Sunday, 21 September 2014

Officially Autumn

Yes it is that time of year again, my favourite.

For me autumn signals cool crisp mornings, the smell of bonfires, kicking through leaves on a long walk, picking blackberries and gathering conkers. Autumn encompasses everything that makes me smile.

Unfortunately this year autumn has coincided with my twenty first month of waiting on the transplant list. It is now looking more likely that I will not get my new lungs by Christmas and more likely that I'll hit the two year marker. I know, I know, there are people out there who have been waiting longer and there are those who will never get their call but, and call me selfish, I'm finding it hard to be sympathetic with other people right here, right now.

Autumn means watching the squirrels
 burying their nuts in the lawn.
My friend Stacie, for instance, has just past the two years, five months marker and has written a wonderful blog about it called 'Acceptance'. Please follow the link on the right hand side bar to read it. I won't spoil it for you by repeating anything here except that she likens waiting on the list to hoping to win the lottery. It is a very good analogy and I want to explore it just a bit further in my blog.

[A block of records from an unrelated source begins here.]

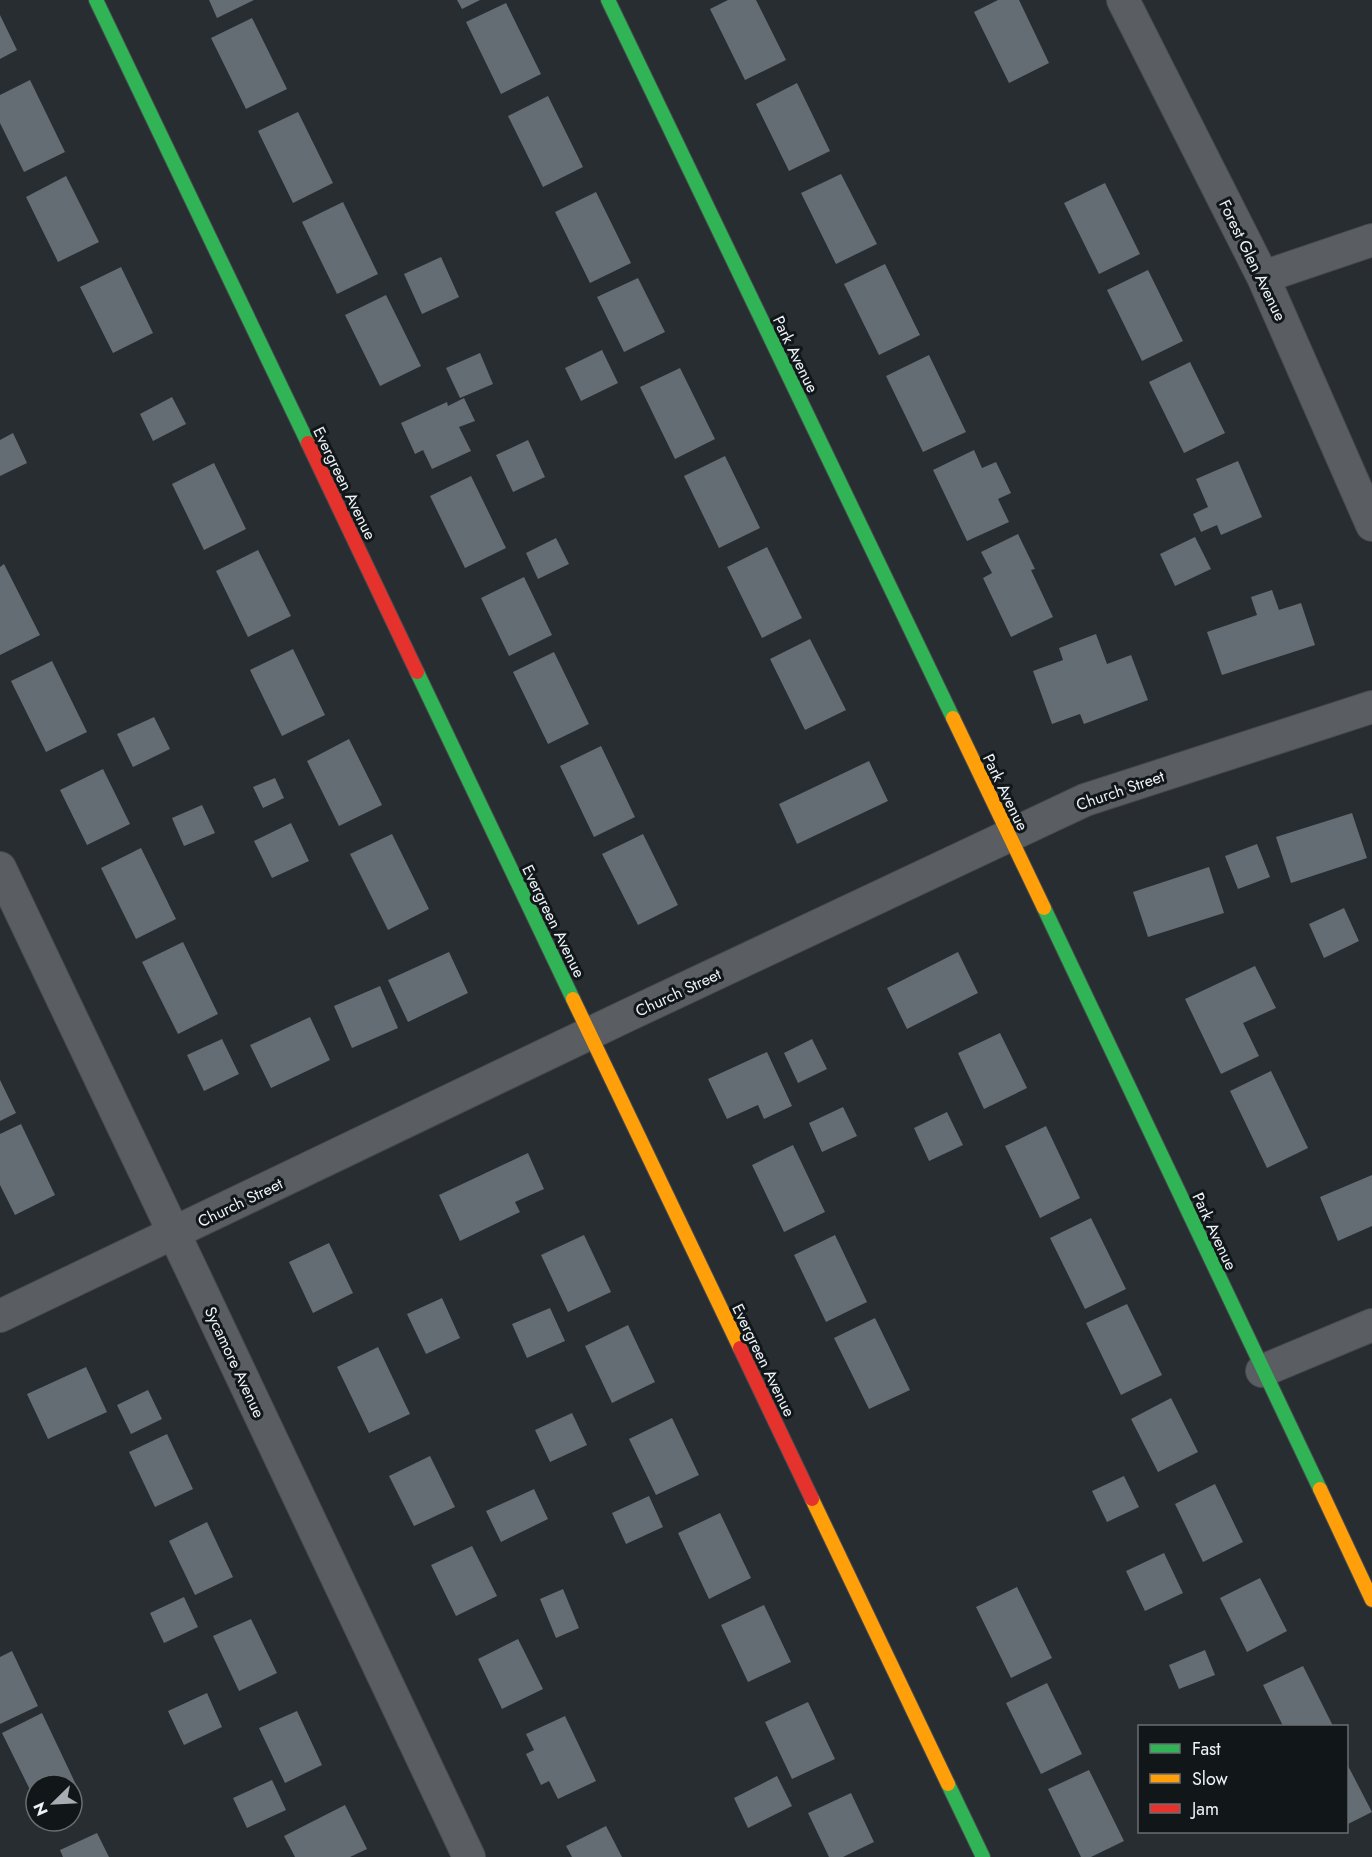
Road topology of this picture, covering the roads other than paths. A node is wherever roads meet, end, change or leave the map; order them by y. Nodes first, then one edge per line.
1 (96, 0) edge
2 (608, 0) edge
3 (1123, 0) edge
4 (1372, 240) edge
5 (1263, 278) junction
6 (1372, 525) edge
7 (1372, 707) edge
8 (1009, 835) junction
9 (0, 868) edge
10 (589, 1034) junction
11 (174, 1233) junction
12 (0, 1316) edge
13 (1372, 1325) edge
14 (1262, 1371) junction
15 (1372, 1600) edge
16 (469, 1857) edge
17 (983, 1857) edge

1 - 10 street, Evergreen Avenue
2 - 8 street, Park Avenue
3 - 5 street, Forest Glen Avenue
4 - 5 street
5 - 6 street, Forest Glen Avenue
7 - 8 street, Church Street
8 - 10 street, Church Street
8 - 14 street, Park Avenue
9 - 11 street, Sycamore Avenue
10 - 11 street, Church Street
10 - 17 street, Evergreen Avenue
11 - 12 street, Church Street
11 - 16 street, Sycamore Avenue
13 - 14 street
14 - 15 street, Park Avenue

There are three main types of people who tend to enter the lottery. Most are in it for greed, some are in it for fun and then there are the small minority who are desperate. It is this last group that are most like a person on the waiting list. These people have found themselves in a situation, whether through their own fault or someone else's, and the only way they can see forward is winning to lottery and getting enough money to solve their problems. Those on the transplant list know only a new organ can solve their problems. Given the odds, the chances of this happening are very slim and in all honesty slightly better with the lottery. With the lottery all you have to do is pay your two pounds and hope. It doesn't matter where you got your pound, how old it is, which country it represents, it has just as much chance as everyone else's.

It isn't that simple with transplant. Your tissue type, blood group, antibodies will not be the same as everyone else. You have to wait for a person with your specific qualities to die and be good enough to donate. Much more complicated than the lottery.

Also with the lottery you win, you walk away with the money and you spend it how you wish. Not so with a transplant. You are signing up to a very restrictive life full of don't do this or that, doctors and hospitals. Some people have told me that the frustration of not being able to just 'get on with it' is greater than the frustration of waiting. I'm not sure if that is true. Yes you do have a lot of hospital visits but then I do now, at least afterwards I could get out and do things in between those visits, unlike now.

So what happens if you do win? The worst people who win the lottery, at least in my eyes, are the ones who say it won't change them. What a waste! If winning the lottery isn't going to change how you live why enter it in the first place? If I every heard an organ recipient say something like that I'd go mental. I'd be the best sort of lottery winner. I'd spend it. Yes I'd give a load to charity, and of course help out my family and friends but mostly I'd have a life long party. Why stick it in the bank? You can't spend it when you are dead.

The worst sort of organ recipient is the ungrateful one. I was in Papworth a few months ago and found myself sitting opposite a man with a face like a bulldog chewing a wasp. I couldn't work out what his problem was until a nurse came out to speak to him. His rudeness was staggering. The nurse was asking him if he'd been keeping up his book. The book is something all post transplant patients get. It lists your meds and you use it to record the results of the homes tests you have to carry out, temperature, weight, etc. This man practically snarled at her that he hadn't and wasn't going to either. 'It's all a waste of time' he growled. Now obviously I was only eavesdropping and didn't know his circumstances, he may have had problems I didn't know about, but the way he spoke to the people who saved his life was appalling. He gave the impression that he wished he hadn't bothered, and that is unforgivable.

If that were me I'd be kissing that nurse's feet. I certainly wouldn't grumble about spending time making sure everything was still working properly. The earlier they spot rejection the earlier it can be treated and stopped. What is the point of having new organs if you are not prepared to look after them properly?

Sorry about that, went into rant mode.

I'm grumpy because I'm not well and have had to call in sick to work. I'm going to have to visit the doctor tomorrow but I'm pretty sure I've got a chest infection now, my cough has become productive and my ribs hurt like hell. My SATs are still at 92% though, which is weird. I shouldn't complain because if my SATs start to drop I'm in all sorts of trouble but it is weird, very weird.

So no doubt I'll be on antibiotics by this time tomorrow and feeling rather sorry for myself.

I'll keep you posted, next blog tomorrow.